◆ Stored items
= = = = =

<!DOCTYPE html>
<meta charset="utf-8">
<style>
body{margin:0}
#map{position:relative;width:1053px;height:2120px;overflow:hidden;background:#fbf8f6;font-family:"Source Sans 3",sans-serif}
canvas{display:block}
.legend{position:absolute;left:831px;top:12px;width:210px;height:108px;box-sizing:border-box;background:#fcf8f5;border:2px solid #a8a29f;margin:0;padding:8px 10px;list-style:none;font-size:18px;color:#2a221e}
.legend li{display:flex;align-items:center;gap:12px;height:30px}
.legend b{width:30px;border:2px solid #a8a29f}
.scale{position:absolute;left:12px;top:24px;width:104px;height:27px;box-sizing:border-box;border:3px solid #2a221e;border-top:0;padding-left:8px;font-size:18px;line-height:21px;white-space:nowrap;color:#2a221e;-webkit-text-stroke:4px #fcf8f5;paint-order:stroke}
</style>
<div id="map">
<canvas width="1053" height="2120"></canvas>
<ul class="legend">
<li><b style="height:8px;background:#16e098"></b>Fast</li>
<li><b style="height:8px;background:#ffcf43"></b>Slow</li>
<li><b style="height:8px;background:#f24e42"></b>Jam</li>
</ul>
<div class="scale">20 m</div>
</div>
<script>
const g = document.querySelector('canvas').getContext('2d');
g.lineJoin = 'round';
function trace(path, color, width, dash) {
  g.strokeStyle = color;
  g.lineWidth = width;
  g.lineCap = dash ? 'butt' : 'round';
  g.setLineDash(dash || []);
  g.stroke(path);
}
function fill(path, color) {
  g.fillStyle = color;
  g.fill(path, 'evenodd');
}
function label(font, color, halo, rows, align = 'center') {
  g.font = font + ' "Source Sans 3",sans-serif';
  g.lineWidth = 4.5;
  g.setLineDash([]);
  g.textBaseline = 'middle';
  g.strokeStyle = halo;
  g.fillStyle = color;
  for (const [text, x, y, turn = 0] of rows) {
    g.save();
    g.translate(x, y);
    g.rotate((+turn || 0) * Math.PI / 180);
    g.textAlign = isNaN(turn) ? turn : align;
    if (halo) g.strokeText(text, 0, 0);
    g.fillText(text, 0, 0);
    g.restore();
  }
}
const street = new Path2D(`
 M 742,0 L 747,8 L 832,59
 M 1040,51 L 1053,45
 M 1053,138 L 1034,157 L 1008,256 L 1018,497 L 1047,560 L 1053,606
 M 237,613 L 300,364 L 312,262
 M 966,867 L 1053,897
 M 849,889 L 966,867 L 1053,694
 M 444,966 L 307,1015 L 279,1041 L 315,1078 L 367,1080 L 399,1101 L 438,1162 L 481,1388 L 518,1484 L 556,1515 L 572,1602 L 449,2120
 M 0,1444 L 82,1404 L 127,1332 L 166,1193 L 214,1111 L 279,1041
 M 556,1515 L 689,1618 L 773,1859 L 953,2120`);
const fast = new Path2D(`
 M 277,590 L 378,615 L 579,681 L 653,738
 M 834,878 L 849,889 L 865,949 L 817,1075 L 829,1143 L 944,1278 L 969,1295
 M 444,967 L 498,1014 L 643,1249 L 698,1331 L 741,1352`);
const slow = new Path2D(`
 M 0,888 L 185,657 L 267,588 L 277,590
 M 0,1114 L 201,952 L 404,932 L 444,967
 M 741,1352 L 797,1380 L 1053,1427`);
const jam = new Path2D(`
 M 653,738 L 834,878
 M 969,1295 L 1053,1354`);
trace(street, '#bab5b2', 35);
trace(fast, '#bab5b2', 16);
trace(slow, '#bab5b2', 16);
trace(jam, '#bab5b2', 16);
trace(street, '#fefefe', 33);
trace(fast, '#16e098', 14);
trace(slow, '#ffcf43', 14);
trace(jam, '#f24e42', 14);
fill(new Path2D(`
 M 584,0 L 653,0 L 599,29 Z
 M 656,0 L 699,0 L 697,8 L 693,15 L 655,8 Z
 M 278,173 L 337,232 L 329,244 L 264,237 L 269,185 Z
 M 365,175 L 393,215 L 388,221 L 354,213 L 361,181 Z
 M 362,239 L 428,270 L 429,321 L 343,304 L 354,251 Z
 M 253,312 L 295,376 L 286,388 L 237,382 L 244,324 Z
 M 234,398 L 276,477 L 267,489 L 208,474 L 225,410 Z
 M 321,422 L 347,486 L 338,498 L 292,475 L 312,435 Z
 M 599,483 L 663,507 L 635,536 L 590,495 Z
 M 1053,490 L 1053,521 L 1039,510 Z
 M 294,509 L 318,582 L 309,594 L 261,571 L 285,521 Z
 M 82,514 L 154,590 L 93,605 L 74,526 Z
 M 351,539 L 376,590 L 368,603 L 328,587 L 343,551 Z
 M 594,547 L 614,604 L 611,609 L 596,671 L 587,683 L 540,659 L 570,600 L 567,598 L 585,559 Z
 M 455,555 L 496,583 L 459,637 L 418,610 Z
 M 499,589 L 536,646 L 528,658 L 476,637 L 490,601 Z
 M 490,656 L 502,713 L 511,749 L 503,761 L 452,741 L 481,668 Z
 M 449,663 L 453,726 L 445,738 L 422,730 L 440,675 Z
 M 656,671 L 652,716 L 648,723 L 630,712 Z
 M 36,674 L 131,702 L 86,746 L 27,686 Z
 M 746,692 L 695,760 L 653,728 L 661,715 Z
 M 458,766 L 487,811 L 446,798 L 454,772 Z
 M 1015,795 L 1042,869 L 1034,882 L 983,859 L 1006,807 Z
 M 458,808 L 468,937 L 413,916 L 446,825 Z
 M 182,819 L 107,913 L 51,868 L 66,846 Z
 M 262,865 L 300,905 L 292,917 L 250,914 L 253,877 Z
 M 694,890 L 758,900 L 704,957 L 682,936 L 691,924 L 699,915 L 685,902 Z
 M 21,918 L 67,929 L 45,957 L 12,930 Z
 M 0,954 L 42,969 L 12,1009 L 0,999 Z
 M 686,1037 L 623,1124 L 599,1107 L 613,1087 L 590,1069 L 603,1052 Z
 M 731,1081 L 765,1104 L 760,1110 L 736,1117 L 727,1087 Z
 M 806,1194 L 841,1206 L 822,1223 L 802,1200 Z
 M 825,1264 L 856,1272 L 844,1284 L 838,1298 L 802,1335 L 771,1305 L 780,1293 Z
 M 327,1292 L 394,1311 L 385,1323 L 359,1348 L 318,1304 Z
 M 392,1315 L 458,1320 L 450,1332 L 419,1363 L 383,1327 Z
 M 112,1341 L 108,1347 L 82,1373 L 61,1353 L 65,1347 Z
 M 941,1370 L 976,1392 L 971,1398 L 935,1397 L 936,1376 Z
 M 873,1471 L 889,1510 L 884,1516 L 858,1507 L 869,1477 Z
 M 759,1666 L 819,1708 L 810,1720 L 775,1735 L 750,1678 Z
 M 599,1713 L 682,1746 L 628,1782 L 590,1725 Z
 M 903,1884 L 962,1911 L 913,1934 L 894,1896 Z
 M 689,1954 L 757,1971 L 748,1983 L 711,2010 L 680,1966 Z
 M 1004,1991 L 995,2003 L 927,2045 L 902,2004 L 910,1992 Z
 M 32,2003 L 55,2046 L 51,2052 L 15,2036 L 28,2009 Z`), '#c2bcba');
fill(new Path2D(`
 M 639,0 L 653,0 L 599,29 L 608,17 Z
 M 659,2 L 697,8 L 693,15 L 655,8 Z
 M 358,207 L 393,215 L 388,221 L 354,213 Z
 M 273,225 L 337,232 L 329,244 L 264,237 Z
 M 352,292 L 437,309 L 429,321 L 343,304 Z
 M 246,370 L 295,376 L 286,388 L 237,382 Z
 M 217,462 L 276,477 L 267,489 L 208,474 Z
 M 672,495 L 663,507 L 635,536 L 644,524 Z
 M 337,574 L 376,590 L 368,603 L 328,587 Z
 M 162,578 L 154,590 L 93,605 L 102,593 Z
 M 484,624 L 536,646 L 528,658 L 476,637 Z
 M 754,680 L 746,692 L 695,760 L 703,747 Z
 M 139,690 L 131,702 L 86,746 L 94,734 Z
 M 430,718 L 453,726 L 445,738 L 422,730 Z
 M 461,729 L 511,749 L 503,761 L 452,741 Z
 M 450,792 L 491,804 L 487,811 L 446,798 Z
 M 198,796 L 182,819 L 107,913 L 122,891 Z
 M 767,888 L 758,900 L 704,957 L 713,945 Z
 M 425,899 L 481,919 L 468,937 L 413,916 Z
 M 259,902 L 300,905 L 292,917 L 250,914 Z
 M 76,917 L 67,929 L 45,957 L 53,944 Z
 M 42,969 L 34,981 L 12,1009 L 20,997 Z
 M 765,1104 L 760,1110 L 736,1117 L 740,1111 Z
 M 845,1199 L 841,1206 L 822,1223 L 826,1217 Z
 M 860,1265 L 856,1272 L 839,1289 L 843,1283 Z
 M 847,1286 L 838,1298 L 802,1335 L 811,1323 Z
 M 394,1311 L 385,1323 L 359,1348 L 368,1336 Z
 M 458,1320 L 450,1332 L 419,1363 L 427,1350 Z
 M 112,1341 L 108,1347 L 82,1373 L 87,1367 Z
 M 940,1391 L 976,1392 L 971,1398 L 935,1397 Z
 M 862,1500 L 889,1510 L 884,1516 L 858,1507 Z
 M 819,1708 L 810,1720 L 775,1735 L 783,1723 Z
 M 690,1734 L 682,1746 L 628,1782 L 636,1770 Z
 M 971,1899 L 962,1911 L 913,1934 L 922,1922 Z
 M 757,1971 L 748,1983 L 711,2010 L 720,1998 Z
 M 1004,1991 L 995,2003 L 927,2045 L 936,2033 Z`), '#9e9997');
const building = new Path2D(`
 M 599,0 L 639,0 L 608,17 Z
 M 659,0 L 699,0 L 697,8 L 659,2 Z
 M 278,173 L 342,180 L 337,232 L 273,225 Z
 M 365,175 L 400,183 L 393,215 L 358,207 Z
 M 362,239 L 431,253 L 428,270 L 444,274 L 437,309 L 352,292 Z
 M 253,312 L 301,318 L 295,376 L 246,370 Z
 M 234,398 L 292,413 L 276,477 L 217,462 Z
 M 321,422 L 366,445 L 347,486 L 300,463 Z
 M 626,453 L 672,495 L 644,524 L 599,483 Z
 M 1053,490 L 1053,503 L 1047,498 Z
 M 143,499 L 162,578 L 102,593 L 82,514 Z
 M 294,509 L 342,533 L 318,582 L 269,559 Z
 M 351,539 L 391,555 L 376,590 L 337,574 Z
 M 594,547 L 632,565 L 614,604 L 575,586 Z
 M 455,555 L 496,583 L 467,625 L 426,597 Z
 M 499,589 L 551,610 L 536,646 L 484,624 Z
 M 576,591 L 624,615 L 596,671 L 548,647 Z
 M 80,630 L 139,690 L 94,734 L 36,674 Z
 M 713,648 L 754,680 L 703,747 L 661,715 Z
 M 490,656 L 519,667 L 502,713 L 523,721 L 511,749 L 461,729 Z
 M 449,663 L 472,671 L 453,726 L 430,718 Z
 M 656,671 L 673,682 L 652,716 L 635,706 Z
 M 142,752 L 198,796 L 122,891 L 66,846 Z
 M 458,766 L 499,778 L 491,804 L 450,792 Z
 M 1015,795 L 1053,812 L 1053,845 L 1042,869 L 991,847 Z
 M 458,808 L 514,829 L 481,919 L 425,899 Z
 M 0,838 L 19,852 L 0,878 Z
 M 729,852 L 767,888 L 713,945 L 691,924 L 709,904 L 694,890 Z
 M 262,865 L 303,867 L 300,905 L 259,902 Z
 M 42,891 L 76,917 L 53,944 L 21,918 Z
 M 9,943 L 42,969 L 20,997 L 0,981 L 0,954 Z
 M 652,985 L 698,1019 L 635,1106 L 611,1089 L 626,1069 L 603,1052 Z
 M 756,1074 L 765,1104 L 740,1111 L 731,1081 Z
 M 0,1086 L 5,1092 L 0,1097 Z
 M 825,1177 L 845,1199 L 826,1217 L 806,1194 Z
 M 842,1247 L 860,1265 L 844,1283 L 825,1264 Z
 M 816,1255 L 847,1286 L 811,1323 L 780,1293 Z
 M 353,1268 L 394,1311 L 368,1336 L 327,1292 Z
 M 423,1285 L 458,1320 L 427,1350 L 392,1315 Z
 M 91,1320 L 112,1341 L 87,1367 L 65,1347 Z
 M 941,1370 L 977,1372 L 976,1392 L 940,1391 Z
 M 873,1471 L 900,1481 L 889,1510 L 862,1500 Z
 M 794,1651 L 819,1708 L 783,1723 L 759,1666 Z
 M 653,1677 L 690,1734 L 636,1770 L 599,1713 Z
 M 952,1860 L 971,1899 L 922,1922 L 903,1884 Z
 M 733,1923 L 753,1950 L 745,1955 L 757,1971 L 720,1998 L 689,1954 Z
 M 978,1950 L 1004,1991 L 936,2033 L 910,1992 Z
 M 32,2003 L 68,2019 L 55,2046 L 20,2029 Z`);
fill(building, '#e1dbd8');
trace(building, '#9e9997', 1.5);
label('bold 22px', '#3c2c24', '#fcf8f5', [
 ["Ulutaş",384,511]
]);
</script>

= = = = =

◆ Directions for this task
Every line in the records that holds the word "canvas" should be copied into the answer.

◆ Solution to this exercise
canvas{display:block}
<canvas width="1053" height="2120"></canvas>
const g = document.querySelector('canvas').getContext('2d');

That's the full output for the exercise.